Whenever a line in the entries below contains "edges", copy that line.

Information section start

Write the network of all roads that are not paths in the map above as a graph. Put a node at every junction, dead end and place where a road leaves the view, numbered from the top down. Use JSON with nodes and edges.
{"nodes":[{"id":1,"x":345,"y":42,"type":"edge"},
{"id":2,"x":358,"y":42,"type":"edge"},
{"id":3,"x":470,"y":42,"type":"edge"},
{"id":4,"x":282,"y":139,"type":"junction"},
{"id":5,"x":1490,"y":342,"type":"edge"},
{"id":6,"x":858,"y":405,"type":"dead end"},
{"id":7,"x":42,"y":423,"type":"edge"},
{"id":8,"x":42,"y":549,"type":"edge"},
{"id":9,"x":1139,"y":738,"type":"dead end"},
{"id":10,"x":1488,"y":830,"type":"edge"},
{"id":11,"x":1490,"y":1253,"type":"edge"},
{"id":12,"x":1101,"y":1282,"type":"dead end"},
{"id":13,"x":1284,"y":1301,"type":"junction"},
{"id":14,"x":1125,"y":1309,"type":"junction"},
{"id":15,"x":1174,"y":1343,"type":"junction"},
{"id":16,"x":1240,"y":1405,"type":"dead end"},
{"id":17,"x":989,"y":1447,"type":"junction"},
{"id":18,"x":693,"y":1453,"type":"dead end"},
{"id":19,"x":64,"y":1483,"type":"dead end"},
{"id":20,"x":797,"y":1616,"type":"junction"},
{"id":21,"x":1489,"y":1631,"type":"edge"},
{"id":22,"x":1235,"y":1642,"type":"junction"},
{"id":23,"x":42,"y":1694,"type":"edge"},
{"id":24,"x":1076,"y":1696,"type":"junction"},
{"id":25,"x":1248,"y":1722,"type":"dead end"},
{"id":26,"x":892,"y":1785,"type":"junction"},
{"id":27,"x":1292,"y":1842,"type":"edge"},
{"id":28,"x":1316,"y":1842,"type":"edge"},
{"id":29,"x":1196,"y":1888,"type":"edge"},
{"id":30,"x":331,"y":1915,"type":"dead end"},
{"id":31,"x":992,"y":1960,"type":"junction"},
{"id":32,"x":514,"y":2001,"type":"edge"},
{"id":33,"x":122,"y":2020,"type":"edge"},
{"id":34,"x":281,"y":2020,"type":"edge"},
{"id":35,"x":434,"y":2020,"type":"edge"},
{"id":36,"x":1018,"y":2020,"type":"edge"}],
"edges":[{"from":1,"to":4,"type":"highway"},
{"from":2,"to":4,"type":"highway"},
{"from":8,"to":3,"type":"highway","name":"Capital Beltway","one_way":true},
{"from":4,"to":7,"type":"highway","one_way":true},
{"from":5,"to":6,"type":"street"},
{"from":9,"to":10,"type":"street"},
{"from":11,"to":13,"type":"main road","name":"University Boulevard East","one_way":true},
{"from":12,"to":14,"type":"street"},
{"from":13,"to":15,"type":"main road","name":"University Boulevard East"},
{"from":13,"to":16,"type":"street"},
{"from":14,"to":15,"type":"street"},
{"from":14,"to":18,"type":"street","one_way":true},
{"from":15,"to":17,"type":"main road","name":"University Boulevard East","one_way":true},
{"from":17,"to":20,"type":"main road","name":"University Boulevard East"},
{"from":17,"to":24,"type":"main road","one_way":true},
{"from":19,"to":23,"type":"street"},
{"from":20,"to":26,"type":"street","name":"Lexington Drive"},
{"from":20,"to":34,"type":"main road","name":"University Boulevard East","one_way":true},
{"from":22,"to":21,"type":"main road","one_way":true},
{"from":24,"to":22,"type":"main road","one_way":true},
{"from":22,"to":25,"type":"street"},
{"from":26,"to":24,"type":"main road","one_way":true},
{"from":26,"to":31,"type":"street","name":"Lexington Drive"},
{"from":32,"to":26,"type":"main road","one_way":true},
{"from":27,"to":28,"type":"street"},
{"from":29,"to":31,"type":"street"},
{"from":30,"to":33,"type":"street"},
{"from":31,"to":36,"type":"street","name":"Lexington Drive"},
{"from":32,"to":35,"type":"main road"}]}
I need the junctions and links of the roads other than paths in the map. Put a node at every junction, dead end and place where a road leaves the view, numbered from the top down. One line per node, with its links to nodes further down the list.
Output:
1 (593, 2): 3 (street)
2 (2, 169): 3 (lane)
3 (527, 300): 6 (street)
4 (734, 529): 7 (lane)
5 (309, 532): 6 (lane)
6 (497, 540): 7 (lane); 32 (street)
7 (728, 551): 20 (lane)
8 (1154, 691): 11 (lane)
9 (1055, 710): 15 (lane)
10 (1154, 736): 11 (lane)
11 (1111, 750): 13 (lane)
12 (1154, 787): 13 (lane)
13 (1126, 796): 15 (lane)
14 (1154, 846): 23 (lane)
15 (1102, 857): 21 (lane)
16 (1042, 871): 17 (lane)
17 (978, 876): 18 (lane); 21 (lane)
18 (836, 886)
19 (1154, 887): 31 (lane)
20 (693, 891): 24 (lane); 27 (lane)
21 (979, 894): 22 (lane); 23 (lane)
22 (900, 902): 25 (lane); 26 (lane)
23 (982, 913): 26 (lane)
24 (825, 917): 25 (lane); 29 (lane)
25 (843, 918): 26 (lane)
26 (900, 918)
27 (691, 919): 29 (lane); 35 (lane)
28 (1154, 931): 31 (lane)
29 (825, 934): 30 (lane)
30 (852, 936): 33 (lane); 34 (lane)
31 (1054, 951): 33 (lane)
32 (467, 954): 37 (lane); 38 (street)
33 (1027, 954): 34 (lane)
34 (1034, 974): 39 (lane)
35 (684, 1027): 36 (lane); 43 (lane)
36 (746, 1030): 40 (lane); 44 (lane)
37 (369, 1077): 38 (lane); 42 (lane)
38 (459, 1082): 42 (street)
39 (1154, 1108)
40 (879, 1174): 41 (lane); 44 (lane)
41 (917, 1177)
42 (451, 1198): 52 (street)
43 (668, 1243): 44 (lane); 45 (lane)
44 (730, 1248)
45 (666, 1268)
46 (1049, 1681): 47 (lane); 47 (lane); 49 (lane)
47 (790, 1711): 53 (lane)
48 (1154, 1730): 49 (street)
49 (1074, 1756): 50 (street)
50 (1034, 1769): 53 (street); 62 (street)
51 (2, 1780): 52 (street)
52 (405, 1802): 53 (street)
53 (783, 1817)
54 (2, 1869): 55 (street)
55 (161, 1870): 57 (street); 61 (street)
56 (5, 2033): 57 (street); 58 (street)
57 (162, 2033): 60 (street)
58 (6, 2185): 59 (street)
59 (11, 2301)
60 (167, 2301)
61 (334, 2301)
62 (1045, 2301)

Information section end

Reply to the exercise |
Write the network of all roads that are not paths in the map above as a graph. Put a node at every junction, dead end and place where a road leaves the view, numbered from the top down. Use JSON with nodes and edges.
"edges":[{"from":1,"to":4,"type":"highway"},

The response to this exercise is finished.